--- Task requirements ---
Your reply should repeat all records verbatim and contain no images.

Stored items
┄┄┄┄┄┄┄┄┄┄┄┄┄┄┄┄┄┄┄┄

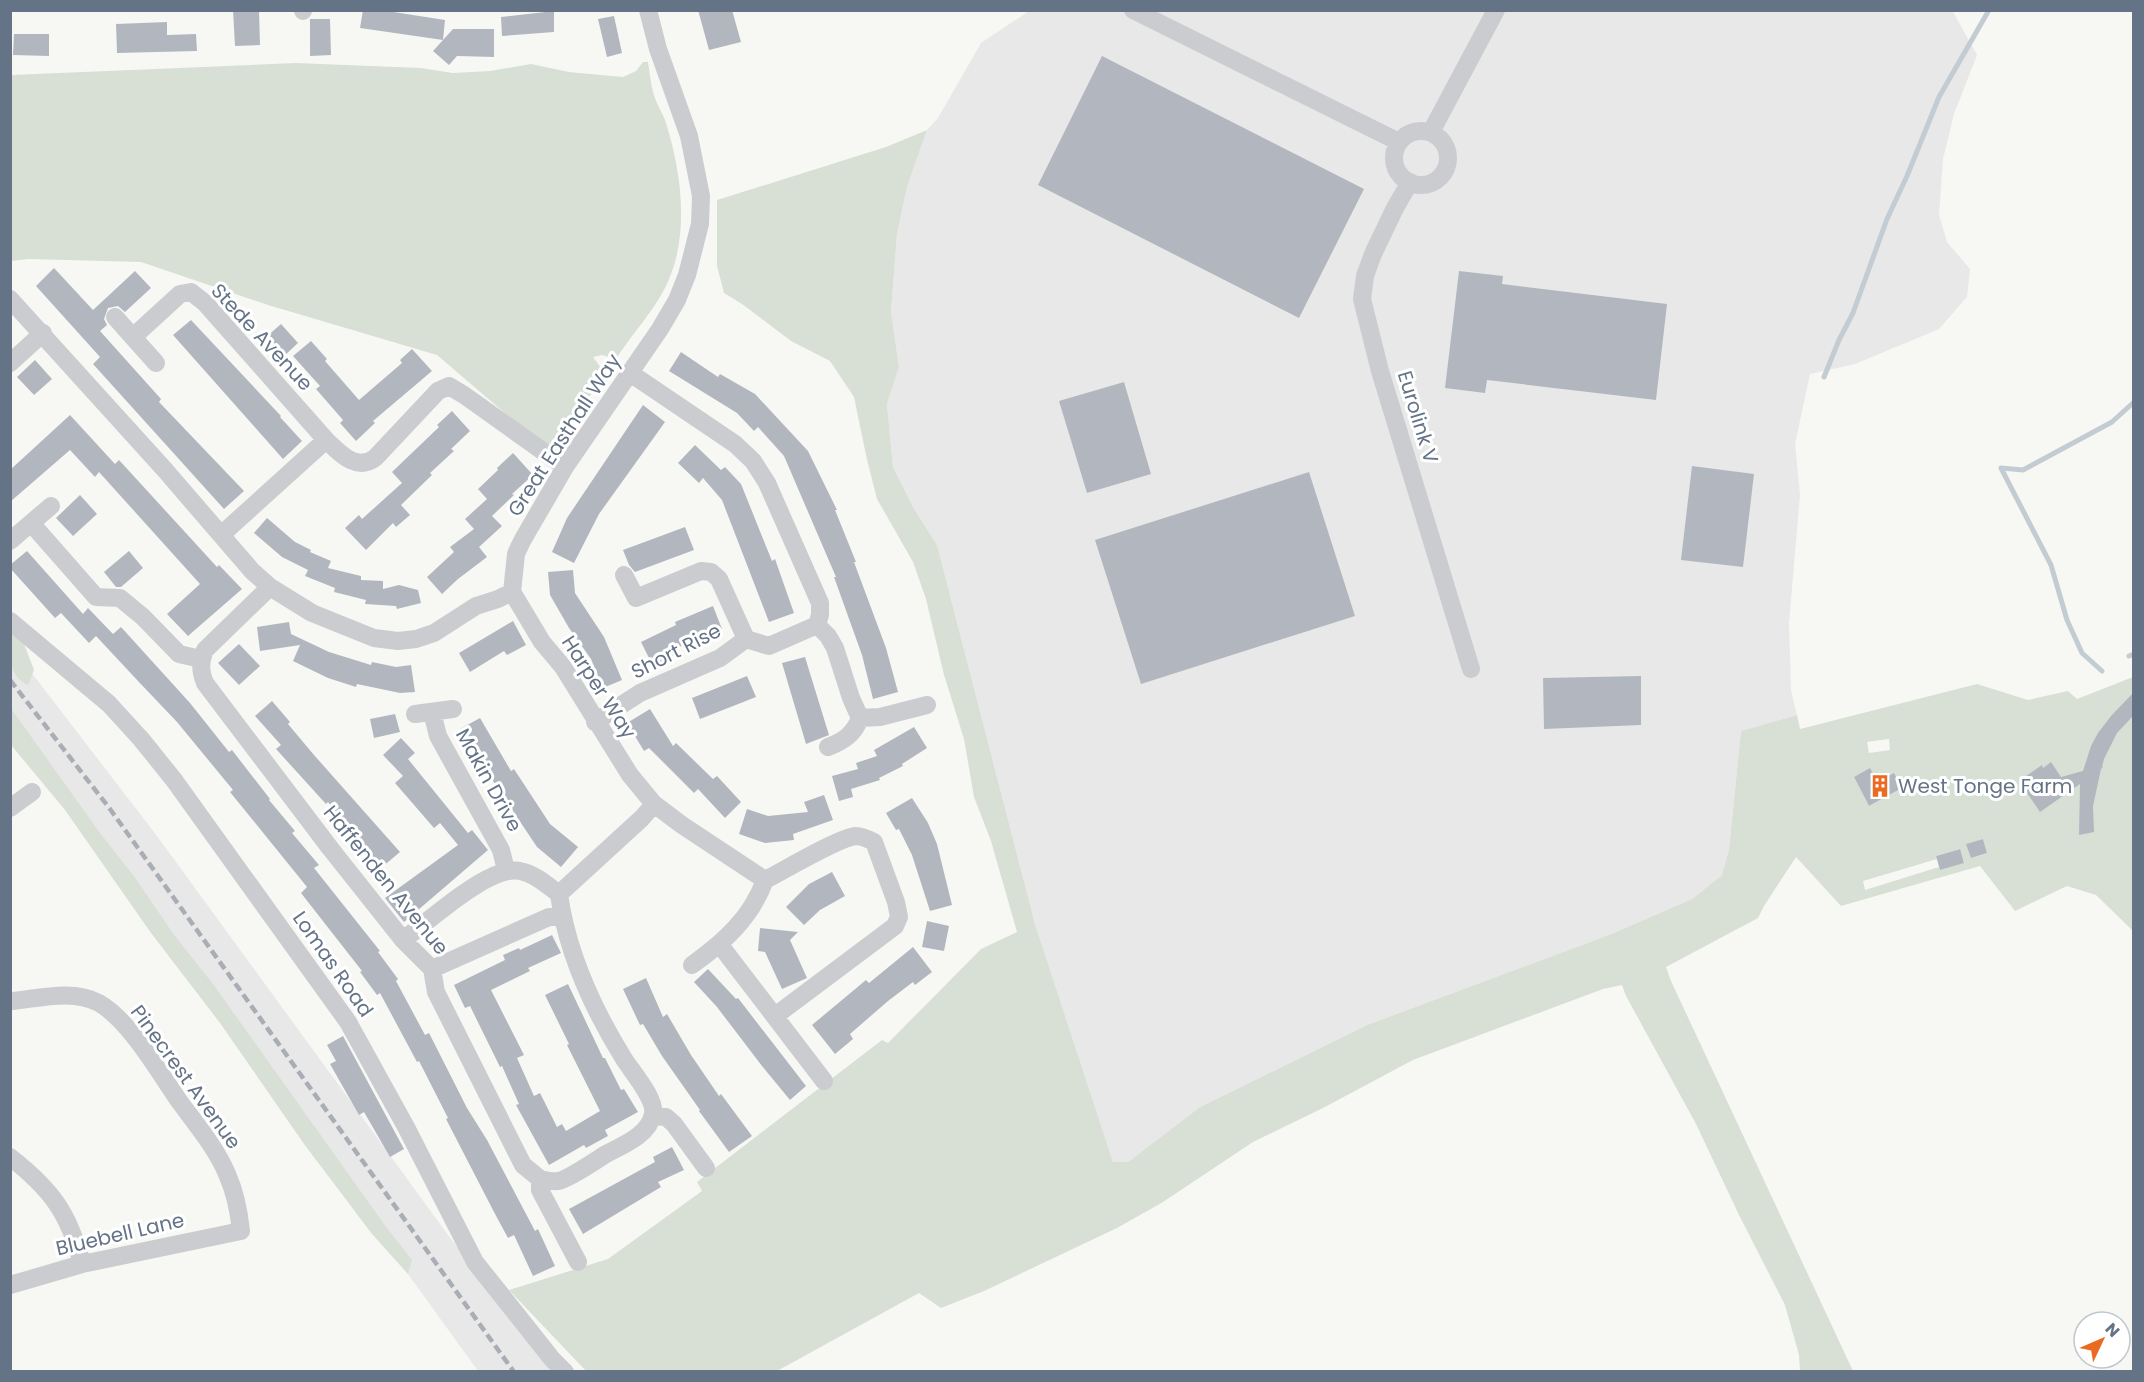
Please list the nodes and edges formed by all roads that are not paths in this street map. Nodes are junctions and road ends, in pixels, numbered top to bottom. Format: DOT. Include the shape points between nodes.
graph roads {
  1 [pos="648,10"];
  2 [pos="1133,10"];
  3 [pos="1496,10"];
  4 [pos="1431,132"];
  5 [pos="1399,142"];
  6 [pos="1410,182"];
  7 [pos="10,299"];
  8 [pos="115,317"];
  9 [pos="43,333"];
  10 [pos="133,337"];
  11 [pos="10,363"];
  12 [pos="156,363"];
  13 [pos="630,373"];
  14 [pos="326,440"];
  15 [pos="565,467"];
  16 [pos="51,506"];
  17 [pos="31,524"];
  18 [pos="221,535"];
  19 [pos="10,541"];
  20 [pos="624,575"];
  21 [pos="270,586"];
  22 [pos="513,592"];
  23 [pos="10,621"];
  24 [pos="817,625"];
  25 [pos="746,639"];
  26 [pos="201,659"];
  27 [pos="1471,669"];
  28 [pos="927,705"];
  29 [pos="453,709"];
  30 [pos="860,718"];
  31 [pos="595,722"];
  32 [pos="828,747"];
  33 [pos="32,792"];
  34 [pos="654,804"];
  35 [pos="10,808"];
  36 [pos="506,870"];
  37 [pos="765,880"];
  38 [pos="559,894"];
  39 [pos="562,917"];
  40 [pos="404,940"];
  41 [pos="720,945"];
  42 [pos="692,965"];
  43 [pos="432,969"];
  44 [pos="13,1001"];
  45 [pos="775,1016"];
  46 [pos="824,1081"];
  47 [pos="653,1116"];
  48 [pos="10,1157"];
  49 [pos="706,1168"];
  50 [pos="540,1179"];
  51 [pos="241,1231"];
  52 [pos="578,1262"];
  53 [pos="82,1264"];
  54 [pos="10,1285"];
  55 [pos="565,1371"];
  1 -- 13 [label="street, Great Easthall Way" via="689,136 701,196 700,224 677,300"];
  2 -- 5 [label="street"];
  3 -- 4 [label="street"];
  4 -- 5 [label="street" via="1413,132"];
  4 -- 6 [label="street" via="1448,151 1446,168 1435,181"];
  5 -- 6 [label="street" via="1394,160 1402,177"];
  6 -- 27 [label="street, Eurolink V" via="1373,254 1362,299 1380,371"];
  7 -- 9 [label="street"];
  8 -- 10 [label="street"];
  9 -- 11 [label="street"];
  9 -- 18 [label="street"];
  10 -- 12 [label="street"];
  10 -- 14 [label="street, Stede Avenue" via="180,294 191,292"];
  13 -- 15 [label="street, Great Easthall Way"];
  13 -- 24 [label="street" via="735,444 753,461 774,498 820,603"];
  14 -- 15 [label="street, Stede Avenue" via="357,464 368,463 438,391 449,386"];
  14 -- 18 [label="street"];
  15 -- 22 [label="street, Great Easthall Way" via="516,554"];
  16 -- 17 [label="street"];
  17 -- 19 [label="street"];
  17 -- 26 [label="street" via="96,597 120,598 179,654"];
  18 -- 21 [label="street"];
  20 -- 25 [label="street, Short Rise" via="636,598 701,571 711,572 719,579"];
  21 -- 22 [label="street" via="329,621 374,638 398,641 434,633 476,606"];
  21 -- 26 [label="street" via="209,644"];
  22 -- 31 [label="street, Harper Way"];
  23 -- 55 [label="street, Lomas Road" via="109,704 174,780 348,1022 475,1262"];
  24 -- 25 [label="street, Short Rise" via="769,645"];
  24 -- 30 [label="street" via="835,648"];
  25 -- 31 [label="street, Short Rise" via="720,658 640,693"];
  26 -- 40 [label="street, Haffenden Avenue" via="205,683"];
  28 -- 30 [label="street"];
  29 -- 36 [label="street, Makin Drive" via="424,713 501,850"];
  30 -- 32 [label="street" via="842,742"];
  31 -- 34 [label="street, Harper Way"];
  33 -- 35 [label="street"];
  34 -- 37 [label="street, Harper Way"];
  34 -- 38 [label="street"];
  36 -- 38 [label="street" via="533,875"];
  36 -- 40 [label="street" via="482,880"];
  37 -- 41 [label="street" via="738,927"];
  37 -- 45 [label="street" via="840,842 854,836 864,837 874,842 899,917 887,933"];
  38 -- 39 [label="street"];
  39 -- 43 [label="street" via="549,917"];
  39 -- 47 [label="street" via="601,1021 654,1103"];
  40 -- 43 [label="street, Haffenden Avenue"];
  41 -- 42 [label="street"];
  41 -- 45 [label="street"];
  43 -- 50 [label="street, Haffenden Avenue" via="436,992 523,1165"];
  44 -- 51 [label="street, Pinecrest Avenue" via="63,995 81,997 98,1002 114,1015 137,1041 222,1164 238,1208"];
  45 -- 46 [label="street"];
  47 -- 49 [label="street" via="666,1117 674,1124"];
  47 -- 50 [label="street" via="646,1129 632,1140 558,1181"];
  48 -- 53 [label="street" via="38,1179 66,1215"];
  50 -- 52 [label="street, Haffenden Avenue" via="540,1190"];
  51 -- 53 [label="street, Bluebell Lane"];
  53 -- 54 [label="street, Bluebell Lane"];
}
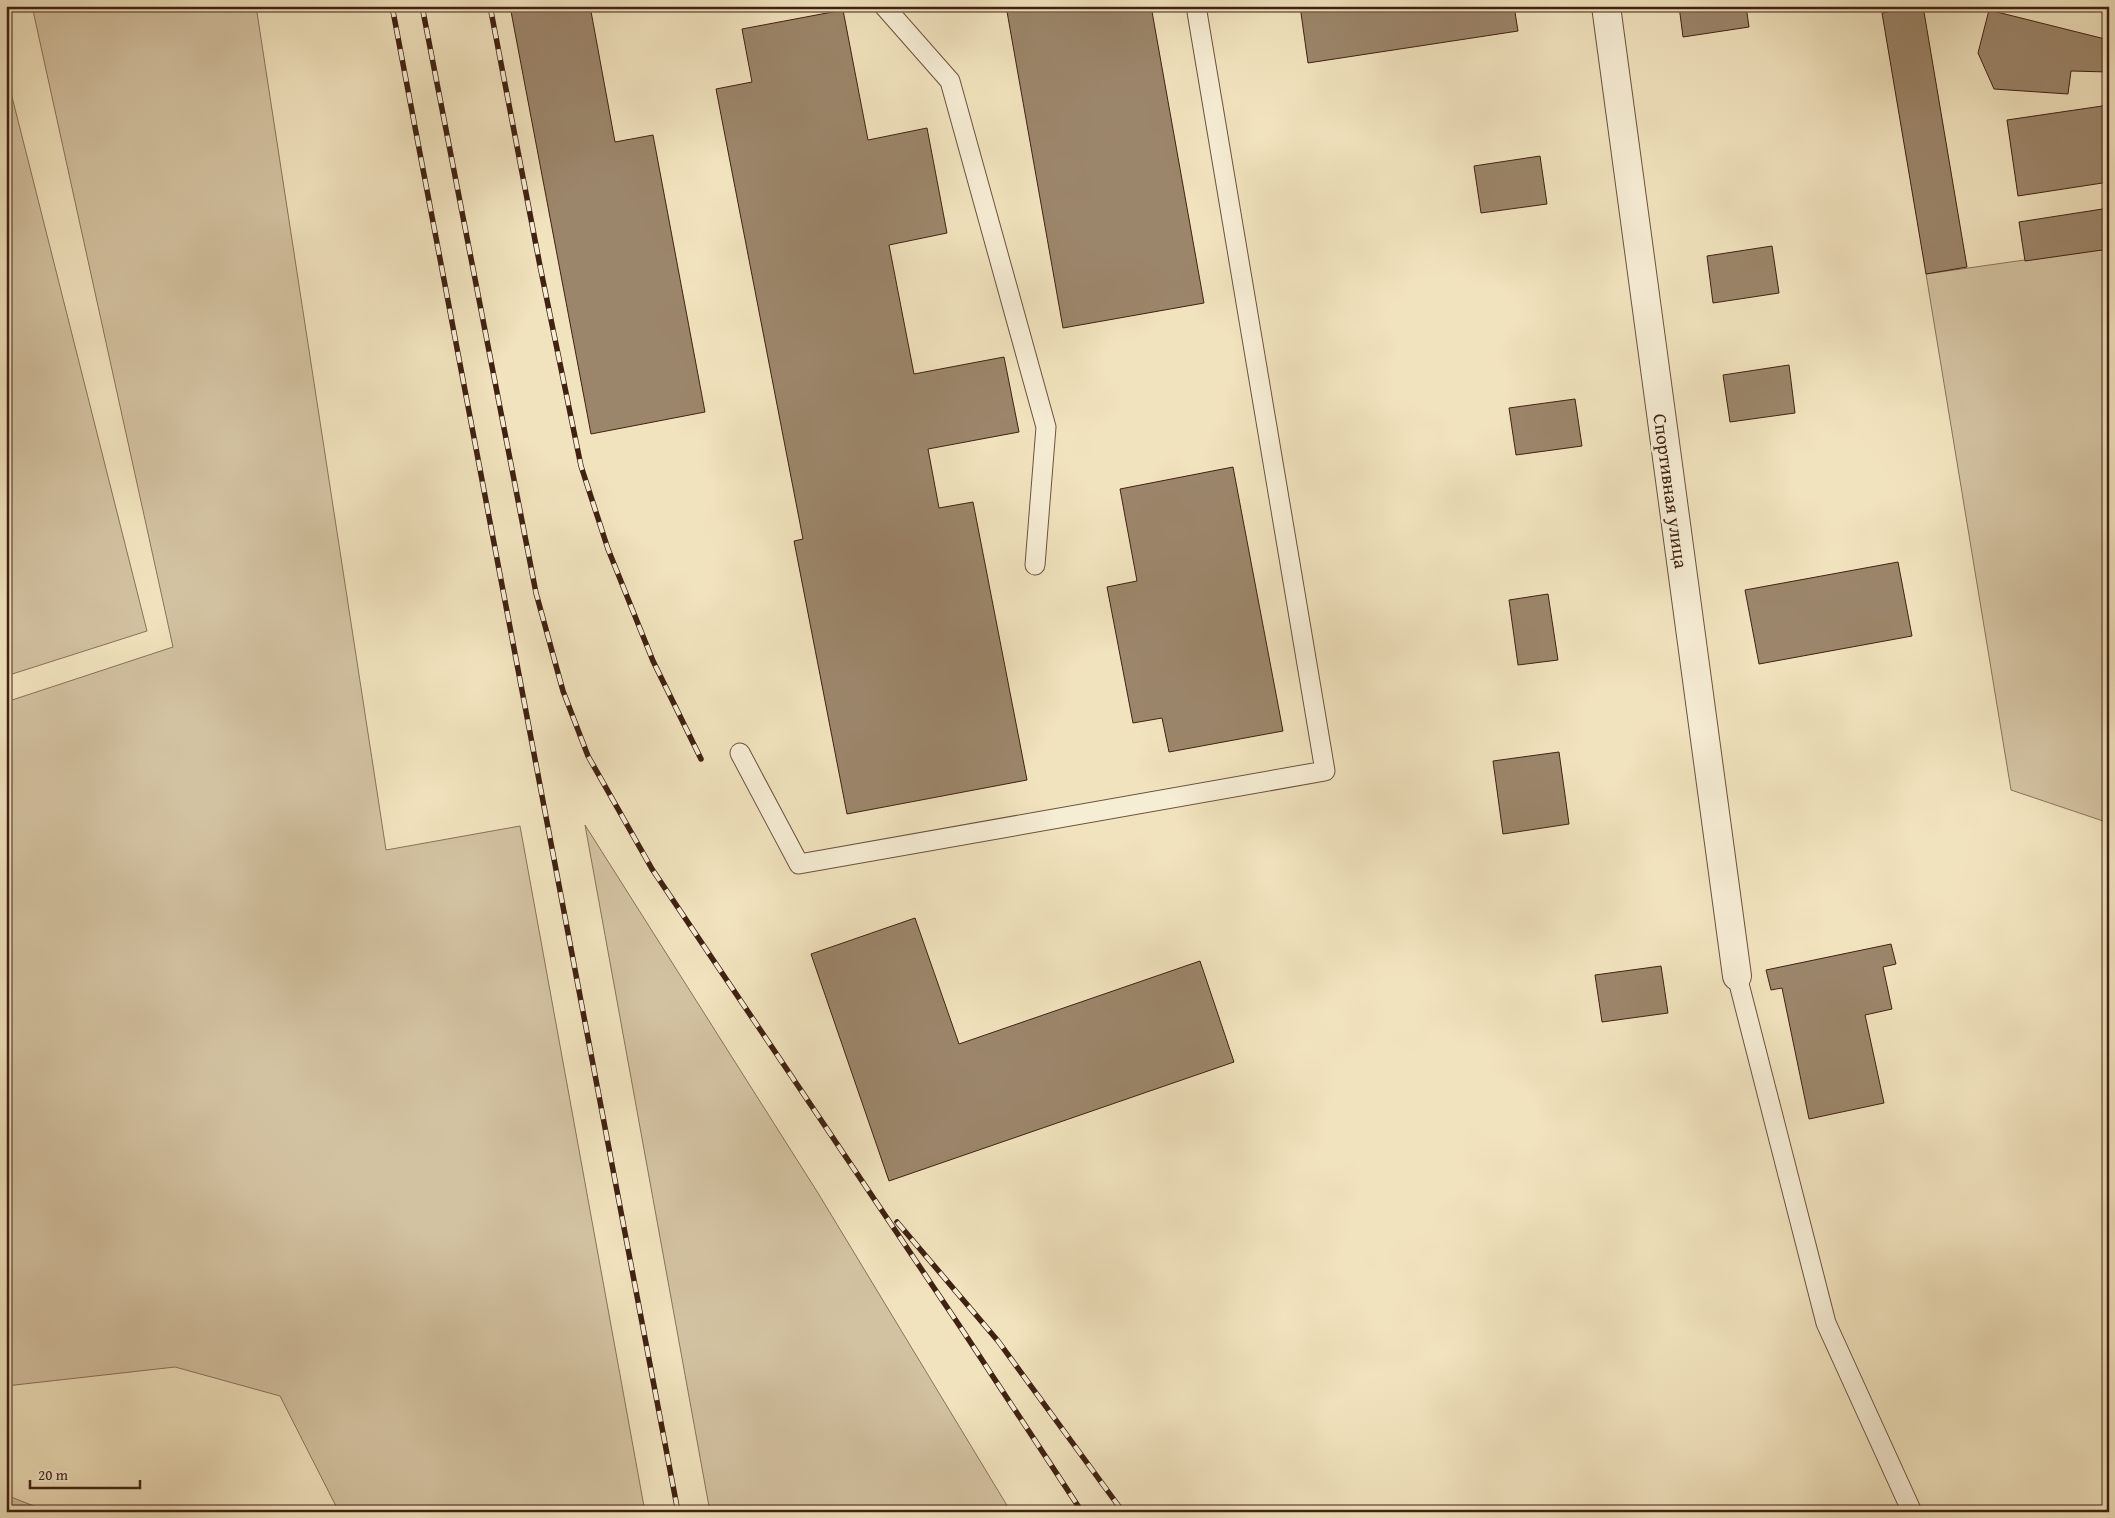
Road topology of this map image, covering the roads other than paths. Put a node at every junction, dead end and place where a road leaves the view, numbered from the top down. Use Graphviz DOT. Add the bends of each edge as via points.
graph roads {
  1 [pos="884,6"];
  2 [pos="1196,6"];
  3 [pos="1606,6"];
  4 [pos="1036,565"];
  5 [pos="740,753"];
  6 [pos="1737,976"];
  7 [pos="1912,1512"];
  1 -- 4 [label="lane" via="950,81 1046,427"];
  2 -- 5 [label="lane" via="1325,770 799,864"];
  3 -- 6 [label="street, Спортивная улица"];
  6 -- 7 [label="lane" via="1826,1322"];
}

┄┄┄┄┄┄┄┄┄┄┄┄┄┄┄┄┄┄┄┄

--- Expected answer ---
Please list the nodes and edges formed by all roads that are not paths in this street map. Nodes are junctions and road ends, in pixels, numbered top to bottom. Format: DOT. Include the shape points between nodes.
graph roads {
  1 [pos="648,10"];
  2 [pos="1133,10"];
  3 [pos="1496,10"];
  4 [pos="1431,132"];
  5 [pos="1399,142"];
  6 [pos="1410,182"];
  7 [pos="10,299"];
  8 [pos="115,317"];
  9 [pos="43,333"];
  10 [pos="133,337"];
  11 [pos="10,363"];
  12 [pos="156,363"];
  13 [pos="630,373"];
  14 [pos="326,440"];
  15 [pos="565,467"];
  16 [pos="51,506"];
  17 [pos="31,524"];
  18 [pos="221,535"];
  19 [pos="10,541"];
  20 [pos="624,575"];
  21 [pos="270,586"];
  22 [pos="513,592"];
  23 [pos="10,621"];
  24 [pos="817,625"];
  25 [pos="746,639"];
  26 [pos="201,659"];
  27 [pos="1471,669"];
  28 [pos="927,705"];
  29 [pos="453,709"];
  30 [pos="860,718"];
  31 [pos="595,722"];
  32 [pos="828,747"];
  33 [pos="32,792"];
  34 [pos="654,804"];
  35 [pos="10,808"];
  36 [pos="506,870"];
  37 [pos="765,880"];
  38 [pos="559,894"];
  39 [pos="562,917"];
  40 [pos="404,940"];
  41 [pos="720,945"];
  42 [pos="692,965"];
  43 [pos="432,969"];
  44 [pos="13,1001"];
  45 [pos="775,1016"];
  46 [pos="824,1081"];
  47 [pos="653,1116"];
  48 [pos="10,1157"];
  49 [pos="706,1168"];
  50 [pos="540,1179"];
  51 [pos="241,1231"];
  52 [pos="578,1262"];
  53 [pos="82,1264"];
  54 [pos="10,1285"];
  55 [pos="565,1371"];
  1 -- 13 [label="street, Great Easthall Way" via="689,136 701,196 700,224 677,300"];
  2 -- 5 [label="street"];
  3 -- 4 [label="street"];
  4 -- 5 [label="street" via="1413,132"];
  4 -- 6 [label="street" via="1448,151 1446,168 1435,181"];
  5 -- 6 [label="street" via="1394,160 1402,177"];
  6 -- 27 [label="street, Eurolink V" via="1373,254 1362,299 1380,371"];
  7 -- 9 [label="street"];
  8 -- 10 [label="street"];
  9 -- 11 [label="street"];
  9 -- 18 [label="street"];
  10 -- 12 [label="street"];
  10 -- 14 [label="street, Stede Avenue" via="180,294 191,292"];
  13 -- 15 [label="street, Great Easthall Way"];
  13 -- 24 [label="street" via="735,444 753,461 774,498 820,603"];
  14 -- 15 [label="street, Stede Avenue" via="357,464 368,463 438,391 449,386"];
  14 -- 18 [label="street"];
  15 -- 22 [label="street, Great Easthall Way" via="516,554"];
  16 -- 17 [label="street"];
  17 -- 19 [label="street"];
  17 -- 26 [label="street" via="96,597 120,598 179,654"];
  18 -- 21 [label="street"];
  20 -- 25 [label="street, Short Rise" via="636,598 701,571 711,572 719,579"];
  21 -- 22 [label="street" via="329,621 374,638 398,641 434,633 476,606"];
  21 -- 26 [label="street" via="209,644"];
  22 -- 31 [label="street, Harper Way"];
  23 -- 55 [label="street, Lomas Road" via="109,704 174,780 348,1022 475,1262"];
  24 -- 25 [label="street, Short Rise" via="769,645"];
  24 -- 30 [label="street" via="835,648"];
  25 -- 31 [label="street, Short Rise" via="720,658 640,693"];
  26 -- 40 [label="street, Haffenden Avenue" via="205,683"];
  28 -- 30 [label="street"];
  29 -- 36 [label="street, Makin Drive" via="424,713 501,850"];
  30 -- 32 [label="street" via="842,742"];
  31 -- 34 [label="street, Harper Way"];
  33 -- 35 [label="street"];
  34 -- 37 [label="street, Harper Way"];
  34 -- 38 [label="street"];
  36 -- 38 [label="street" via="533,875"];
  36 -- 40 [label="street" via="482,880"];
  37 -- 41 [label="street" via="738,927"];
  37 -- 45 [label="street" via="840,842 854,836 864,837 874,842 899,917 887,933"];
  38 -- 39 [label="street"];
  39 -- 43 [label="street" via="549,917"];
  39 -- 47 [label="street" via="601,1021 654,1103"];
  40 -- 43 [label="street, Haffenden Avenue"];
  41 -- 42 [label="street"];
  41 -- 45 [label="street"];
  43 -- 50 [label="street, Haffenden Avenue" via="436,992 523,1165"];
  44 -- 51 [label="street, Pinecrest Avenue" via="63,995 81,997 98,1002 114,1015 137,1041 222,1164 238,1208"];
  45 -- 46 [label="street"];
  47 -- 49 [label="street" via="666,1117 674,1124"];
  47 -- 50 [label="street" via="646,1129 632,1140 558,1181"];
  48 -- 53 [label="street" via="38,1179 66,1215"];
  50 -- 52 [label="street, Haffenden Avenue" via="540,1190"];
  51 -- 53 [label="street, Bluebell Lane"];
  53 -- 54 [label="street, Bluebell Lane"];
}
Road topology of this map image, covering the roads other than paths. Put a node at every junction, dead end and place where a road leaves the view, numbered from the top down. Use Graphviz DOT. Add the bends of each edge as via points.
graph roads {
  1 [pos="884,6"];
  2 [pos="1196,6"];
  3 [pos="1606,6"];
  4 [pos="1036,565"];
  5 [pos="740,753"];
  6 [pos="1737,976"];
  7 [pos="1912,1512"];
  1 -- 4 [label="lane" via="950,81 1046,427"];
  2 -- 5 [label="lane" via="1325,770 799,864"];
  3 -- 6 [label="street, Спортивная улица"];
  6 -- 7 [label="lane" via="1826,1322"];
}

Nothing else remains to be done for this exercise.